Media release

Investing in European projects: Council and Parliament agree rules on European fund for strategic investments

Photo: EU2015.LV
28 May 2015

Latvian Presidency and the European Parliament on 28 May 2015 after lengthy discussions over 12,5 hours, turning to be the longest trialogue in the ECOFIN history, reached a provisional agreement on a regulation on a European fund for strategic investments (EFSI) aimed at stimulating the economy.

The agreement still has to be confirmed by the Council once the full text of the regulation is finalised at technical level. The regulation will then be submitted to the European Parliament for a vote at first reading, and to the Council for final adoption.

“Today's positive outcome will enable us to finalise an overall agreement in June and will pave the way for new investments to begin this summer," said Jānis Reirs, Minister for Finance of Latvia and President of the Council. 

The agreement was reached during a trilogue meeting in Brussels. Presidency and Parliament met in eight trilogues since 23 April 2015, having agreed their respective negotiating stances in March and April.

A broad range of projects

The EFSI will be established within the European Investment Bank by an agreement between the Commission and the EIB. For an initial investment period of three years, the fund will support projects in a broad range of areas, including transport, energy and broadband infrastructure, education, health, research and risk finance for SMEs. It will target socially and economically viable projects without any sectoral or regional pre-allocation, in particular to address market failures. The EFSI will complement and be additional to ongoing EU programmes and traditional EIB activities.

Lifetime of the fund

Before the end of the initial investment period, the Commission will submit an independent evaluation which will assess whether the EFSI has achieved the objectives of the regulation. Based on the conclusions of its report, the Commission will, as appropriate, present a proposal to either set a new investment period or terminate the EFSI.

Funding

The fund will be built on €16 billion in guarantees from the EU budget and €5 billion from the EIB. To facilitate the payment of potential guarantee calls, a guarantee fund will be established so as to gradually reach €8 billion (i.e. 50% of total EU guarantee obligations) by 2020.

EU funding will come from redeploying grants from the Connecting Europe facility (transport, energy and digital networks) and the Horizon 2020 programme (research and innovation), as well as unused margins in the EU's annual budget. However the Council presidency and the European Parliament agreed to increase the share of financing coming from unused margins, in comparison with what the Commission proposed, in order toreduce contributions from Horizon 2020 and Connecting Europe facility (CEF).

The agreement reached on funding is as follows:

  • Redeployment will amount to €5bn, of which €2.8bn from CEF and €2.2bn from Horizon 2020;
  • Funding from unused margins will amount to €3bn over the period 2016-2020. The source of this financing includes €543 million and €457 million specifically earmarked from the global margin for commitments for the 2014 and 2015 budgets respectively.
  • Extension of payments until 2023 to provision the EFSI guarantee fund.

Furthermore, it was agreed that €500 million of CEF-transport financial instruments will be redeployed for CEF-transport grants.

The EFSI will have an enhanced risk-bearing capacity.
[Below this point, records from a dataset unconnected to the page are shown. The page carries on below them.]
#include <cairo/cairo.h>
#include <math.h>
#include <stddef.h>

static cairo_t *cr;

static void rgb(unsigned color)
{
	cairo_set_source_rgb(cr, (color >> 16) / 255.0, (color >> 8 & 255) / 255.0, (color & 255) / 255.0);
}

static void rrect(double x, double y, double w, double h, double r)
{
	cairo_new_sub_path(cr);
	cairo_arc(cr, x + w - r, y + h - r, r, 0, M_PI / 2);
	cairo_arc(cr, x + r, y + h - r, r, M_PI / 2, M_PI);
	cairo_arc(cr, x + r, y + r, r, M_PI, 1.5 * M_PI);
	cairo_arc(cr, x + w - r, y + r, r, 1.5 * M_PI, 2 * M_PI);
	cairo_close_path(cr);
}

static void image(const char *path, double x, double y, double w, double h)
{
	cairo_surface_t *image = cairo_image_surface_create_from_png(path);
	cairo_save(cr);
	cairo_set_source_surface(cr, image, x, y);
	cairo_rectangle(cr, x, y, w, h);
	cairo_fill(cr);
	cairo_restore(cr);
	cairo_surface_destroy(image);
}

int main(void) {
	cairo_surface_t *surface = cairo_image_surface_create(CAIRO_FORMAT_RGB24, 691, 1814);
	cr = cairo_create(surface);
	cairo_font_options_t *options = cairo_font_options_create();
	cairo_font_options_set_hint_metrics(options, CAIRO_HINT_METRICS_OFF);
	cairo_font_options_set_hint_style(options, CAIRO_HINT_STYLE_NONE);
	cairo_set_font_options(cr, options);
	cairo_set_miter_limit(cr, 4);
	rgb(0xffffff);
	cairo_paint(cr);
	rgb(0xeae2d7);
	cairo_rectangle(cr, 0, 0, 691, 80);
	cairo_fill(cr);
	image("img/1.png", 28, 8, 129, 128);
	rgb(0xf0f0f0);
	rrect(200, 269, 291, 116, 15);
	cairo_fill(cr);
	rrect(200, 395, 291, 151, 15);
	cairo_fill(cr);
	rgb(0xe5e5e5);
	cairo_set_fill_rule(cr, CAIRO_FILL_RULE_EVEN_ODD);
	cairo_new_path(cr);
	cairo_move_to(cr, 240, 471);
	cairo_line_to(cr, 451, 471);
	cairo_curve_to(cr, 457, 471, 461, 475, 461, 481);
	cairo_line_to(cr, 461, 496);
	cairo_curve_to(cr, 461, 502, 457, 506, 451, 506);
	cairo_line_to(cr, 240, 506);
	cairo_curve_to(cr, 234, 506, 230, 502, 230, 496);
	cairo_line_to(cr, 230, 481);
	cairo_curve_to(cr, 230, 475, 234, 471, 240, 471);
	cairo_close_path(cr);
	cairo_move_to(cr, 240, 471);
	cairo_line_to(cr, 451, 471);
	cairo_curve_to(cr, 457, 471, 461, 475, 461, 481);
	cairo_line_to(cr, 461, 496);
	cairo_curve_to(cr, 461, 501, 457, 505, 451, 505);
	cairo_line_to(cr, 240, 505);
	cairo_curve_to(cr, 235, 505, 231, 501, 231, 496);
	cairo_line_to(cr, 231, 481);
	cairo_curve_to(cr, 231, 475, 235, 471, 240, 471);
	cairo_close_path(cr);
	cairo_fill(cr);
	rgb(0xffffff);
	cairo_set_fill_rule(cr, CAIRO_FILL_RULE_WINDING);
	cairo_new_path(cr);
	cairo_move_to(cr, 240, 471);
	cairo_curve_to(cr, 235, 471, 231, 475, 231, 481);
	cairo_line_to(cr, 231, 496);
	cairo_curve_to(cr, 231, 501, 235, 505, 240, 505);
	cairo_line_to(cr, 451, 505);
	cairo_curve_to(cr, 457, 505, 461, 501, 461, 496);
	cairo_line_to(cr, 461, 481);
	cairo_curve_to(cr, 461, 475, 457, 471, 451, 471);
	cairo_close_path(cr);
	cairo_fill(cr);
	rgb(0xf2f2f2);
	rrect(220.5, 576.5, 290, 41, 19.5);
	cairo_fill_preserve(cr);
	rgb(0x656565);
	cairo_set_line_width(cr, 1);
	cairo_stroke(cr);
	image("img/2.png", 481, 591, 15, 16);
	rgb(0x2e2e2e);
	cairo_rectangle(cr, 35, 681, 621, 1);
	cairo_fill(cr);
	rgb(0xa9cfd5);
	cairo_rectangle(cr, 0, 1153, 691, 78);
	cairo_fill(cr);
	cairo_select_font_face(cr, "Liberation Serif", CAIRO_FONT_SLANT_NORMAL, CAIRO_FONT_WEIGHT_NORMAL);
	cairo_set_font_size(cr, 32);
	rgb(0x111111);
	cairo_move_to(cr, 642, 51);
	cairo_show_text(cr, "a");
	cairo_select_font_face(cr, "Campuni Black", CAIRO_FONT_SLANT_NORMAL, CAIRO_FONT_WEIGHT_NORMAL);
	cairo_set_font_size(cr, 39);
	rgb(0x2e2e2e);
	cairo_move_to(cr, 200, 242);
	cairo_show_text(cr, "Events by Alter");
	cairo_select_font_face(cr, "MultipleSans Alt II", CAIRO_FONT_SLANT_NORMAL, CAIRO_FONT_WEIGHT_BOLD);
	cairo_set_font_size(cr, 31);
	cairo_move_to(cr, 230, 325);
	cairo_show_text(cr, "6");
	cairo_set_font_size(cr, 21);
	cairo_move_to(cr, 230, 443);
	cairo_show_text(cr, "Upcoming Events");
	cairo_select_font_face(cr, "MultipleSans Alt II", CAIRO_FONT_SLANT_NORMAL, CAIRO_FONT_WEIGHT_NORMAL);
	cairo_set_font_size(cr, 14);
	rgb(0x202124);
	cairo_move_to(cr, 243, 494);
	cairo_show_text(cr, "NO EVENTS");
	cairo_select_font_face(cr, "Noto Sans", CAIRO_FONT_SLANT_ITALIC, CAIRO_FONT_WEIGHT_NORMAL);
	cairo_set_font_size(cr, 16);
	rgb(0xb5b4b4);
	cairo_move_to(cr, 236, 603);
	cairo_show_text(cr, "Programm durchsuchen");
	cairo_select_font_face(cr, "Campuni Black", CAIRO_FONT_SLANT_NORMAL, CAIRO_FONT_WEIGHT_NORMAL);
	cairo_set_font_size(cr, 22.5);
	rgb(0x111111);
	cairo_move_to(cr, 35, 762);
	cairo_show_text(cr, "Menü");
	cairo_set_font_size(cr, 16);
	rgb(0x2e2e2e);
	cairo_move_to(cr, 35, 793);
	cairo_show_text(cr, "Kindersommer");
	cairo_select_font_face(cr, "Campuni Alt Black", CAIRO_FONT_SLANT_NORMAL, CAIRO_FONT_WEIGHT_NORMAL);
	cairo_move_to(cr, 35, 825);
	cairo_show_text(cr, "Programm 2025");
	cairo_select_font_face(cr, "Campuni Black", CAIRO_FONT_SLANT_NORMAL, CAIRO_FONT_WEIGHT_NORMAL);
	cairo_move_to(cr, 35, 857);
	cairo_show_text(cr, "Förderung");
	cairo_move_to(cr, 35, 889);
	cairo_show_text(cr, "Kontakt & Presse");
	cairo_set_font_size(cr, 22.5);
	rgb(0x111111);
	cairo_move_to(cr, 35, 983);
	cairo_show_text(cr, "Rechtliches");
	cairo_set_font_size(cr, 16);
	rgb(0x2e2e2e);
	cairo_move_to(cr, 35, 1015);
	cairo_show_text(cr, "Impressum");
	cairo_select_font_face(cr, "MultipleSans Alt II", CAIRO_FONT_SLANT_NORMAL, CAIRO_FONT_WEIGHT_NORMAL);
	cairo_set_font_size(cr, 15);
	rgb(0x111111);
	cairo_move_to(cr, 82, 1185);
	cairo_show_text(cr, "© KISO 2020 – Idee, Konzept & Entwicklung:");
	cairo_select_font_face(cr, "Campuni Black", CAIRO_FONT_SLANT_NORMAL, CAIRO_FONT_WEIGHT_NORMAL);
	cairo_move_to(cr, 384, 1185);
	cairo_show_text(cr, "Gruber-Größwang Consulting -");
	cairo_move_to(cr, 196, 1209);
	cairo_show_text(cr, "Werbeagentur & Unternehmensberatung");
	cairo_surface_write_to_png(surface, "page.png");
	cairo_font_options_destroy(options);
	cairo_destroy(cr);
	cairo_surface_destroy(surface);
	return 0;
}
By taking on part of the risk of new projects through a first-loss liability, the fund will enable private investors to participate under more favourable conditions. Thereby the EFSI is estimated to reach an overall multiplier effect of 1:15 in real investment. Such leverage will eventually allow more than €300bn of additional investment to be mobilised during the three-year investment period.

Governance of the fund

The EFSI would have a two-tier governance structure:

  • A steering board will set the overall strategy, investment policy and risk profile of the fund. To ensure an impartial steering board and avoid political influence over the selection of projects, the board members will come from the Commission and the EIB only. Their numbers will reflect the institutions' size of contributions in the form of cash or guarantees. The steering board will take decisions by consensus. It will regularly consult stakeholders.
  • An independent investment committee will select projects to receive EFSI support. Accountable to the steering board, it will consist of eight independent experts and a managing director. The managing director will be responsible for the day-to-day management of the EFSI and the preparation and chairing of meetings of the investment committee. The committee will take decisions by simple majority. Any project supported by the EFSI will require approval by the EIB.

Contributions to the fund

Member States can contribute to the EFSI in guarantees or cash, while third parties can contribute in cash. However, contributions will not entail any influence over the fund's governance.

Third parties, including Member States' national promotional banks, will be able to co-finance projects together with the EFSI, either on a project-by-project basis or through investment platforms. 

Identifying new projects

The regulation will also set up a "European investment advisory hub" to provide advisory support for the identification, preparation and development of projects across the EU. It will further establish a "European investment project portal" to improve investors' knowledge of existing and future projects.